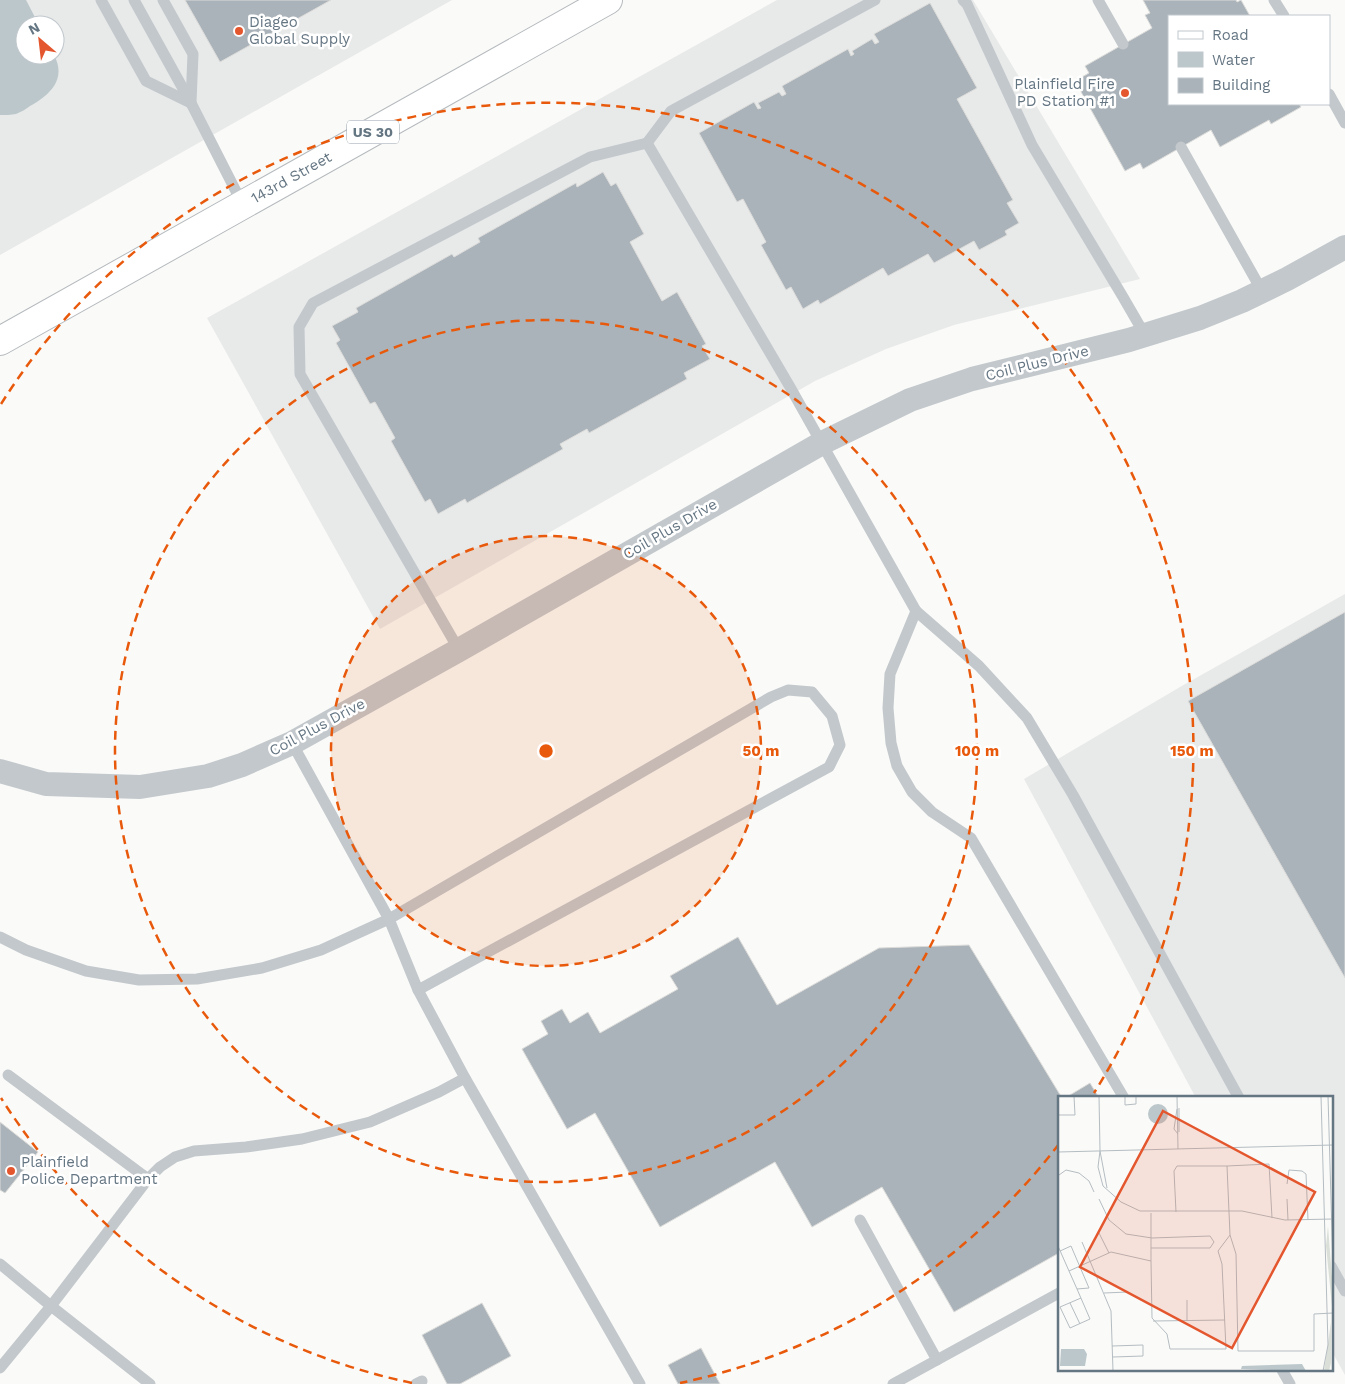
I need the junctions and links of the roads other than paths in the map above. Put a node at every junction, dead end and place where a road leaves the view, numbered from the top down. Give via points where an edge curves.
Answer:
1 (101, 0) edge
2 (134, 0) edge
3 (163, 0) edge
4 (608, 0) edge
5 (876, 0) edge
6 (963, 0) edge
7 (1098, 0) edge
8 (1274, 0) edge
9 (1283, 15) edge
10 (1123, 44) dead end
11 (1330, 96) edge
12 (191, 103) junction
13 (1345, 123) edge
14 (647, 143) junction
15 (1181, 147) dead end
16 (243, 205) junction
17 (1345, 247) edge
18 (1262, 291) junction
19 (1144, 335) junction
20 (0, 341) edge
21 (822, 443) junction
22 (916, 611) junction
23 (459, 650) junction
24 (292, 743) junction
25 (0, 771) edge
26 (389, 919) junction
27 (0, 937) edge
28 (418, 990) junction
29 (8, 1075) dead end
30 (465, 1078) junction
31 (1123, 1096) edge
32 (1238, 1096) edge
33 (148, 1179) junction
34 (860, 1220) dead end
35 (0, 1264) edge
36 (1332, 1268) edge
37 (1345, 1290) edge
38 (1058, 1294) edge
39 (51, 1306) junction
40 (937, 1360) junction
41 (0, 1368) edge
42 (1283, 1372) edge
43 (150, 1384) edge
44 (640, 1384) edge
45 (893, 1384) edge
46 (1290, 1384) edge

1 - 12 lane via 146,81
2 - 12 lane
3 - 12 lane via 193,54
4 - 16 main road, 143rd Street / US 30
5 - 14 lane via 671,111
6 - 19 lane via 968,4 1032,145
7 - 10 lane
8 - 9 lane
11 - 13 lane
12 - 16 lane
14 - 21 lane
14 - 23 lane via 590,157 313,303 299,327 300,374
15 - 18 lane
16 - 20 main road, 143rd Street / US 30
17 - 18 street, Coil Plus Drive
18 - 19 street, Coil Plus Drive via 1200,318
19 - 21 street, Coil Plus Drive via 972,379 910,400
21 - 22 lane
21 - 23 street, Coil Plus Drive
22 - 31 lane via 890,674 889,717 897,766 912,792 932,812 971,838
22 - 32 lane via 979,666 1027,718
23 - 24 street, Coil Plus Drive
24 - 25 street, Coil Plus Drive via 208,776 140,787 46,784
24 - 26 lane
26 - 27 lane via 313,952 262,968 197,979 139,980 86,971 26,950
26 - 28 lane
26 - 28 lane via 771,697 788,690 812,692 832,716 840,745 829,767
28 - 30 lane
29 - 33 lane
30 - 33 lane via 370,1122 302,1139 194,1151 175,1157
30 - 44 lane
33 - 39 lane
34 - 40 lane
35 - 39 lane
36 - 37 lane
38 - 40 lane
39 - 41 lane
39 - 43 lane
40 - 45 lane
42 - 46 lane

☆ ☆ ☆ ☆ ☆

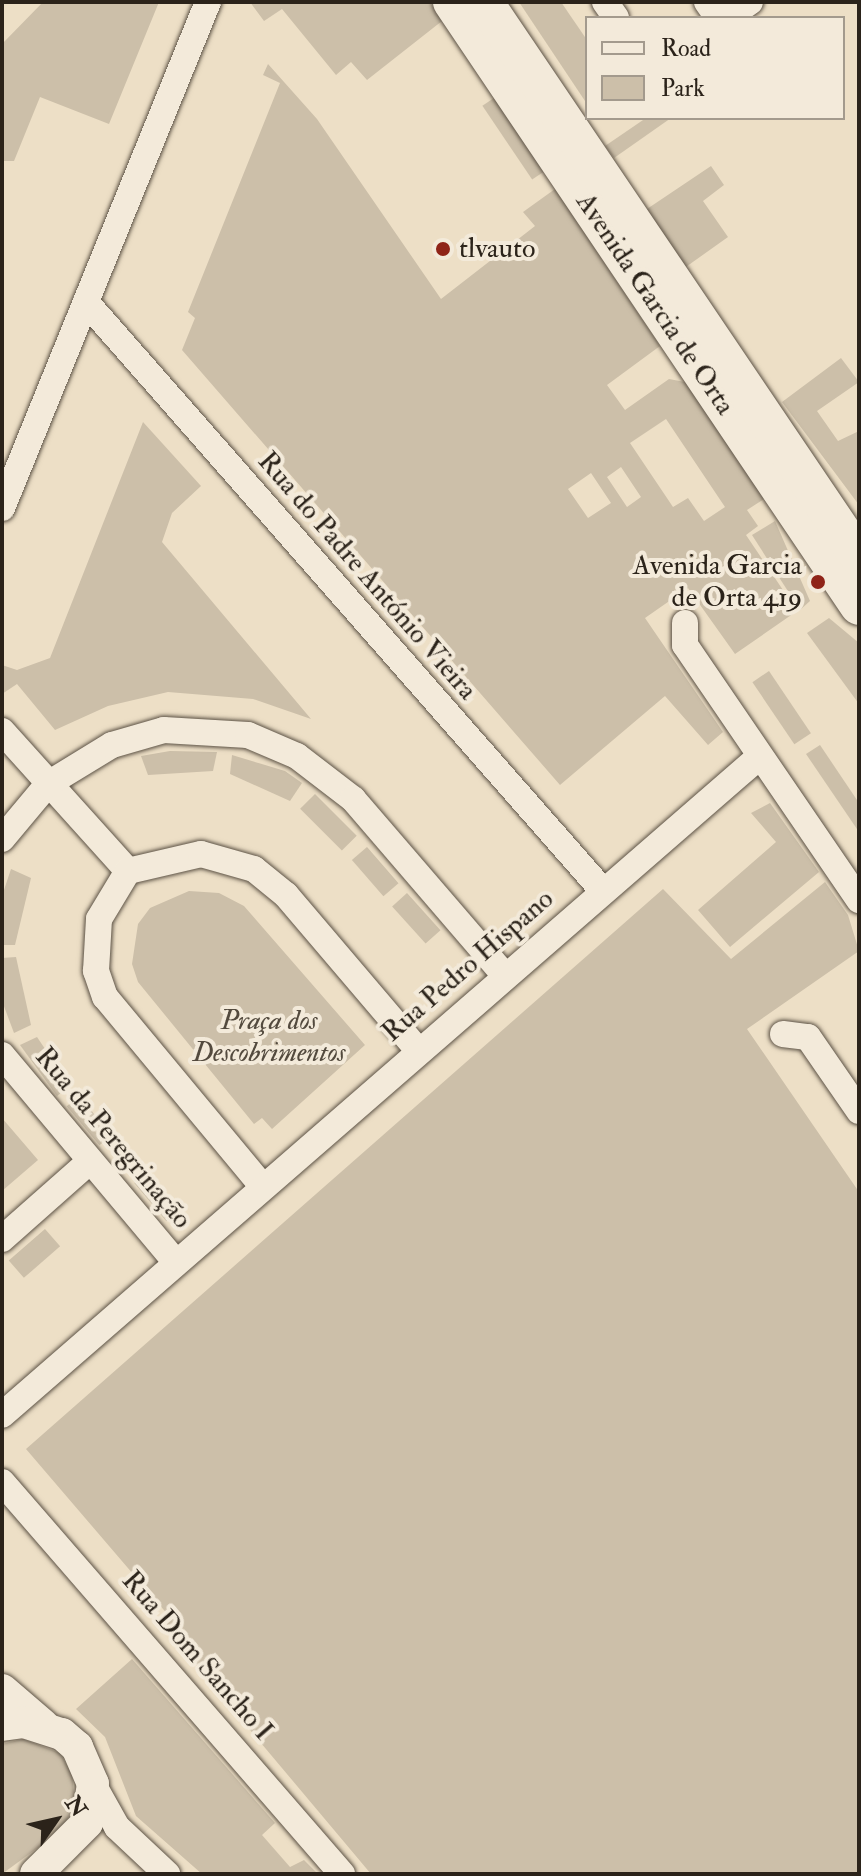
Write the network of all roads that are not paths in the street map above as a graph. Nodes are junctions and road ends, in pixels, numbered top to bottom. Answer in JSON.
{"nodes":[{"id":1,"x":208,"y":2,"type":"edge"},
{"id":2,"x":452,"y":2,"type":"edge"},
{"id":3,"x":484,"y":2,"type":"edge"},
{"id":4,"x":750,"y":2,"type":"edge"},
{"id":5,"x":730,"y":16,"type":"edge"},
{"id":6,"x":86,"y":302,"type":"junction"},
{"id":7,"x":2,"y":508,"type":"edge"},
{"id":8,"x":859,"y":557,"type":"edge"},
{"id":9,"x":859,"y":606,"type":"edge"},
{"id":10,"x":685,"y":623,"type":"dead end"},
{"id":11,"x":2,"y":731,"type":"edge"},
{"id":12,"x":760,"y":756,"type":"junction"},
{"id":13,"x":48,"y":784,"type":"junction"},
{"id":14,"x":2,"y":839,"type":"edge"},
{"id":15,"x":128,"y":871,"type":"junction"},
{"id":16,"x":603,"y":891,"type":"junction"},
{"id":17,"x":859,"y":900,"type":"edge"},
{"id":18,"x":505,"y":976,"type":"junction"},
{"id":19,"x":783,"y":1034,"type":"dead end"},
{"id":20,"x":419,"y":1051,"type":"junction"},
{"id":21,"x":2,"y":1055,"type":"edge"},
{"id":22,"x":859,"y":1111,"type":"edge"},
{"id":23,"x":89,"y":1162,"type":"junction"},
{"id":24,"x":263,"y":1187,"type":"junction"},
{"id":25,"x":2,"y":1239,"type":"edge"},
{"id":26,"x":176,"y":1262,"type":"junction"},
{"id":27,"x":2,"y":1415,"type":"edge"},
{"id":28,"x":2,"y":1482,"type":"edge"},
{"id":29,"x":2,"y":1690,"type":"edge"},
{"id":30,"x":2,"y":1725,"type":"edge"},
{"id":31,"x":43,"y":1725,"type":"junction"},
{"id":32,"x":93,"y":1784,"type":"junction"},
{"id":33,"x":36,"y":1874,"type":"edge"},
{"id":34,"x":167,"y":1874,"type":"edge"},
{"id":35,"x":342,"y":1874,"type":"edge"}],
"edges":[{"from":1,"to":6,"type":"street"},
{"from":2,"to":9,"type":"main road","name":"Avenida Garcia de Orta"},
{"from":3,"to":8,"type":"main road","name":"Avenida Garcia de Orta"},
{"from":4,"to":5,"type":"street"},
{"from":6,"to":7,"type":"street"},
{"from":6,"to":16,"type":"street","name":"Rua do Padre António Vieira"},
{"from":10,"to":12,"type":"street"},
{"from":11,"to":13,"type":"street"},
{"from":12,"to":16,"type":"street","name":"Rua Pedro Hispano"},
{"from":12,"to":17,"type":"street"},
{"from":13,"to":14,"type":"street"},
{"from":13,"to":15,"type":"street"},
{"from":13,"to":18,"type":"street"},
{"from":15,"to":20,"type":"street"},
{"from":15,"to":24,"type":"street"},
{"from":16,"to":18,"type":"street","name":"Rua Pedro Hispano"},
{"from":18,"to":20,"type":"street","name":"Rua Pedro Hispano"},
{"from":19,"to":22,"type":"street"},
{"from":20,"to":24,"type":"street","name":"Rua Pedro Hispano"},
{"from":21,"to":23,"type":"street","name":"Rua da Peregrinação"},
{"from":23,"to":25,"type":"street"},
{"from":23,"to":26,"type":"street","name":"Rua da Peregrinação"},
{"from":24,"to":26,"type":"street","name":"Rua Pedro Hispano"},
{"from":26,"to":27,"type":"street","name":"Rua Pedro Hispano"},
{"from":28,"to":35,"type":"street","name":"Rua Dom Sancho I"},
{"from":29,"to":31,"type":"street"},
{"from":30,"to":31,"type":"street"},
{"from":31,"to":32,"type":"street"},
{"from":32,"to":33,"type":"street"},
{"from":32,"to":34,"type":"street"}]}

☆ ☆ ☆ ☆ ☆

• [What you have to do] Scan the material above for lines holding the string "junctions" and copy those lines.

• [Answer to this task]
I need the junctions and links of the roads other than paths in the map above. Put a node at every junction, dead end and place where a road leaves the view, numbered from the top down. Give via points where an edge curves.
Write the network of all roads that are not paths in the street map above as a graph. Nodes are junctions and road ends, in pixels, numbered top to bottom. Answer in JSON.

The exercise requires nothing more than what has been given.